Preserving inherited artifacts isn’t necessarily complicated, especially if the object is on display or used in your home. Some items need a bit of extra TLC, but most will likely be just fine with the same care and attention you give everything else in your home. If you’ll be storing the artifacts, take the standard precautions against extreme temperatures, humidity and pests.

No matter what type of artifact you’re handling, always wash your hands before touching it, and remove rings and bracelets to avoid nicking or snagging the item. Here’s how to store various artifacts:

  • Art: Museums recommend rotating displays of valuable pieces—six months on display, six months resting in storage—to prevent overexposure to light, dust and other environmental elements.
  • China and collectibles: Don’t wrap china in newspaper or acidic newsprint paper for long-term storage; this can cause discoloration. Use acid-free, lignin-free tissue instead. Keep breakables in sturdy, crush-resistant archival boxes.
  • Furniture: Spray furniture polish is convenient, but it’s a poor choice in caring for wood. Use a clean, slightly damp cloth instead, and try to keep pieces out of direct sunlight.
  • Musical instruments: Use a soft cloth to remove dust. Regularly playing an instrument is the best way to monitor its function and repair needs. Without proper maintenance, that violin or brass horn can easily lose its function to make music and become simply another interesting artifact.
  • Quilts and samplers: Roll large fabric items, such as quilts, around an archival tube to avoid creases. Cushion and protect the surface with archival tissue. Use a piece of clean washed muslin longer than the roll to form a protective outer layer: Roll the muslin around the item one and a half times, then tuck the ends into the ends of the tube. Gently tie cotton twill tape or muslin strips around the roll to secure.
  • Clothing: If it’s in good condition, launder clothing such as wedding dresses, uniforms and christening gowns after use and hang to store (consult a professional cleaner for antique or intricate items). To support the garment, wrap wooden hangers in polyester quilt batting covered with a muslin sleeve. Stuff archival tissue in sleeves and legs for additional support, and place the entire garment in a muslin garment bag of the same size as the item of clothing. Don’t use plastic or vinyl garment bags.
  • Military insignia and scouting memorabilia: Store protected with unbleached muslin or acid-free tissue inside archival boxes. For display, don’t use a wool backing—wool contains sulfur that will eventually damage medals. Cotton is a better option. Keep the display away from direct sunlight.

Just as you can scan photos and documents, you can use your digital camera to photograph family heirlooms. The photos would be a terrific addition to an inventory of the heirlooms in your possession (download an inventory form here).

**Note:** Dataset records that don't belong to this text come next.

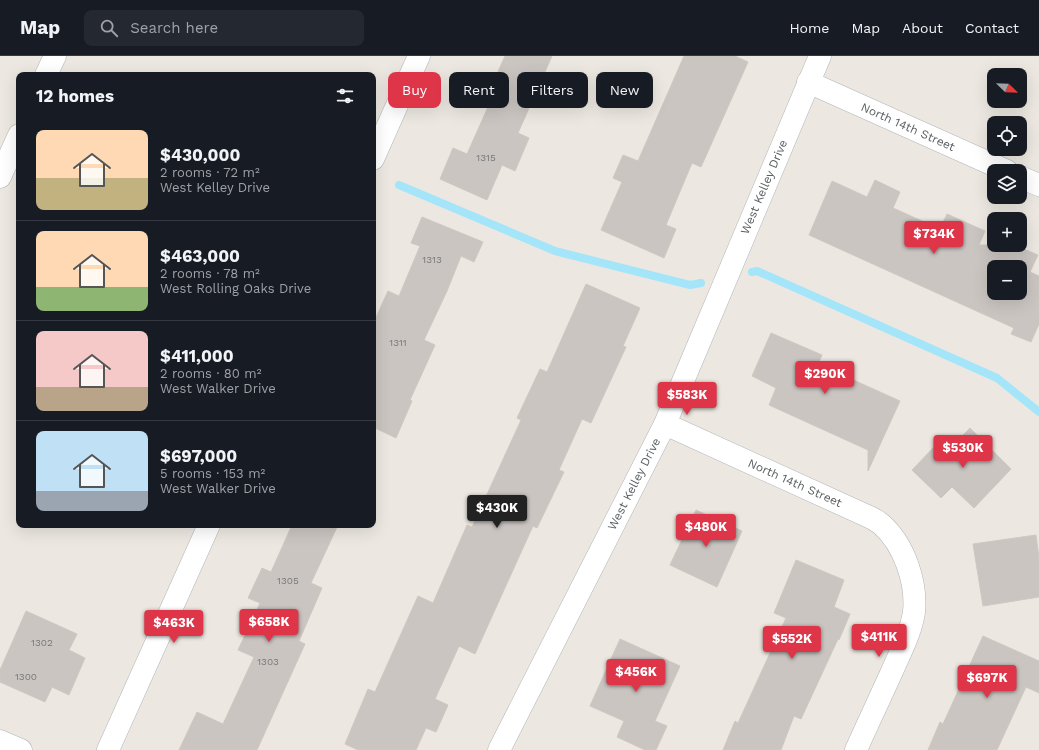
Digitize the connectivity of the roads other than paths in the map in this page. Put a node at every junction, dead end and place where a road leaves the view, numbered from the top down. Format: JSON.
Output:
{"nodes":[{"id":1,"x":54,"y":56,"type":"edge"},
{"id":2,"x":419,"y":56,"type":"edge"},
{"id":3,"x":820,"y":56,"type":"edge"},
{"id":4,"x":47,"y":72,"type":"edge"},
{"id":5,"x":808,"y":82,"type":"junction"},
{"id":6,"x":16,"y":142,"type":"edge"},
{"id":7,"x":376,"y":152,"type":"edge"},
{"id":8,"x":991,"y":164,"type":"edge"},
{"id":9,"x":0,"y":177,"type":"edge"},
{"id":10,"x":1027,"y":180,"type":"edge"},
{"id":11,"x":1039,"y":185,"type":"edge"},
{"id":12,"x":665,"y":424,"type":"junction"},
{"id":13,"x":208,"y":528,"type":"edge"},
{"id":14,"x":0,"y":741,"type":"edge"},
{"id":15,"x":21,"y":750,"type":"edge"},
{"id":16,"x":108,"y":750,"type":"edge"},
{"id":17,"x":498,"y":750,"type":"edge"},
{"id":18,"x":856,"y":750,"type":"edge"}],
"edges":[{"from":1,"to":4,"type":"street"},
{"from":2,"to":7,"type":"street"},
{"from":3,"to":5,"type":"street","name":"West Kelley Drive"},
{"from":5,"to":8,"type":"street","name":"North 14th Street"},
{"from":5,"to":12,"type":"street","name":"West Kelley Drive"},
{"from":6,"to":9,"type":"street"},
{"from":10,"to":11,"type":"street"},
{"from":12,"to":17,"type":"street","name":"West Kelley Drive"},
{"from":12,"to":18,"type":"street","name":"North 14th Street"},
{"from":13,"to":16,"type":"street"},
{"from":14,"to":15,"type":"street"}]}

Family archives are a great resource for family historians and a wonderful legacy to pass on to future generations. The time you spend organizing and preserving your archive will help you—and your family—take full advantage of all of the genealogical information and memories those old letters, photos and keepsakes hold.

Value Judgments for Heirlooms

What kind of value do your items have? Value is commonly understood as something’s merit, worth or importance with regard to money, history, culture, art or sentiment. The second half of the definition is often unstated, but it is essential in any evaluation of value.

Monetary Value

Monetary value refers to the price an item would bring on the open market, or its fair market value. Scarcity and condition play a large part, as does the current popularity of the item as a collectible. An appraiser can assess an item’s monetary value so you can have it insured.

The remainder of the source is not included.